### YOUR ASSIGNMENT
Below this line is a set of entries; quote exactly the lines from the line that contains "middle mcp: (333, 169)" to the line that contains "pinky tip: (301, 174)", both lines included.

....

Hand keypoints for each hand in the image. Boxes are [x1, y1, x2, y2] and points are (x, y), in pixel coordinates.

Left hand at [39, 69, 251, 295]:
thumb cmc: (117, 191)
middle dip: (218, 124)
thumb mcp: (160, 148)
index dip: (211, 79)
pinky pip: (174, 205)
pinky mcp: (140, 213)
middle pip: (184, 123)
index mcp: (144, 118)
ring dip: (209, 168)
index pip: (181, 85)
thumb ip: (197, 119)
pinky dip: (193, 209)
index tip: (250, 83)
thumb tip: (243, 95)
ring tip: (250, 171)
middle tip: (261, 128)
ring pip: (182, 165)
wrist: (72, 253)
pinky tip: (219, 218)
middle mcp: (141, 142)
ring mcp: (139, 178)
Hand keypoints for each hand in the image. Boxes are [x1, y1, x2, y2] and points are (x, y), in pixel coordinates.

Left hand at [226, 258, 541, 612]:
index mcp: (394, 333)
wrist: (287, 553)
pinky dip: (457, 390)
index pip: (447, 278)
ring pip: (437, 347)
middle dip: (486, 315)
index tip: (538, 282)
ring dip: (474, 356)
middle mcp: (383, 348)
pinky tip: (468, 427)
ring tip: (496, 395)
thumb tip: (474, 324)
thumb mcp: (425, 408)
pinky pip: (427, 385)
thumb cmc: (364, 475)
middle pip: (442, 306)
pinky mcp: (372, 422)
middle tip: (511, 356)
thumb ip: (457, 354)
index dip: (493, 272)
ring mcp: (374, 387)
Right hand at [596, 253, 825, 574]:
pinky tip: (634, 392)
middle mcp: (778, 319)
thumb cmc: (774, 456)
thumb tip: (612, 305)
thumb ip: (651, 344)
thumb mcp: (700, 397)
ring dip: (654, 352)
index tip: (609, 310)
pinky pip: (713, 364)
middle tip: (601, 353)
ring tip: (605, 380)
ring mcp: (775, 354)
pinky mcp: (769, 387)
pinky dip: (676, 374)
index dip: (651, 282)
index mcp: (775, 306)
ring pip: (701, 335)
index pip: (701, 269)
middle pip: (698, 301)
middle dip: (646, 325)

....

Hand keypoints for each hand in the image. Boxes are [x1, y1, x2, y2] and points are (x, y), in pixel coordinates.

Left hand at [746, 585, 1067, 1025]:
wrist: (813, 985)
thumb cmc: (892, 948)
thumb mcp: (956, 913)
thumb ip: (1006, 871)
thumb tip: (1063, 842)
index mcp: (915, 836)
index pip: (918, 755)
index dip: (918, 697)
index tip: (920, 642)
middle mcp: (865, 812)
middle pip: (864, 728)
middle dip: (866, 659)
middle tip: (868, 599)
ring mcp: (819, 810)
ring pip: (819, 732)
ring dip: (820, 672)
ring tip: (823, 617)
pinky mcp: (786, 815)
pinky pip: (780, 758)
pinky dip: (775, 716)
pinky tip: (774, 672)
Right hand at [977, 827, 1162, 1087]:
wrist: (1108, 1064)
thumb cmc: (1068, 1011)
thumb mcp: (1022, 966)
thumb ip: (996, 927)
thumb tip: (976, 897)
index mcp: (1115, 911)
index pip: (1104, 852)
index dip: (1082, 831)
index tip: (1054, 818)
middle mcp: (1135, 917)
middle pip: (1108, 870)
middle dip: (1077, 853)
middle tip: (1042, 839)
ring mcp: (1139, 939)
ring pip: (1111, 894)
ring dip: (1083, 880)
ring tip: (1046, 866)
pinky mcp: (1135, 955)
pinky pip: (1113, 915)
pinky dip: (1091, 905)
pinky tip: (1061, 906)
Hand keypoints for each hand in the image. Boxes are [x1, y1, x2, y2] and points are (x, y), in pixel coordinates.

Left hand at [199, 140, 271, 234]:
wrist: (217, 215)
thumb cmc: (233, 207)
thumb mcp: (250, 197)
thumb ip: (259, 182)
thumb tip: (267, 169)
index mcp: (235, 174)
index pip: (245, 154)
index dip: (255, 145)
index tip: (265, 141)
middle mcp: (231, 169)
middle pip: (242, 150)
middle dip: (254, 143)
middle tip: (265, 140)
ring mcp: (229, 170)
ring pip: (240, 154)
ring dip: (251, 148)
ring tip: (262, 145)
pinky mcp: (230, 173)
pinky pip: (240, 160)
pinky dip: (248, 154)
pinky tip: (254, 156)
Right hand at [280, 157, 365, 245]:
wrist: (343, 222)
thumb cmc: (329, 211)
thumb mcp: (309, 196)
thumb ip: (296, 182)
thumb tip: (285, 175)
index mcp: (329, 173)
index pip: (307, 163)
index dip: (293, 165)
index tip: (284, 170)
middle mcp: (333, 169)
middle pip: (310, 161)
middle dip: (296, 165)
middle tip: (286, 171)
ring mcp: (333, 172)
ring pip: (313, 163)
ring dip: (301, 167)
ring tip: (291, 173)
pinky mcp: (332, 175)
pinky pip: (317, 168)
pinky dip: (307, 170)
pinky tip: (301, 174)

....

### SOLUTION
middle mcp: (333, 169)
middle pip: (310, 161)
middle dip: (296, 165)
middle tip: (286, 171)
ring mcp: (333, 172)
ring pip: (313, 163)
ring dip: (301, 167)
ring tip: (291, 173)
pinky mcp: (332, 175)
pinky pip: (317, 168)
pinky dip: (307, 170)
pinky tip: (301, 174)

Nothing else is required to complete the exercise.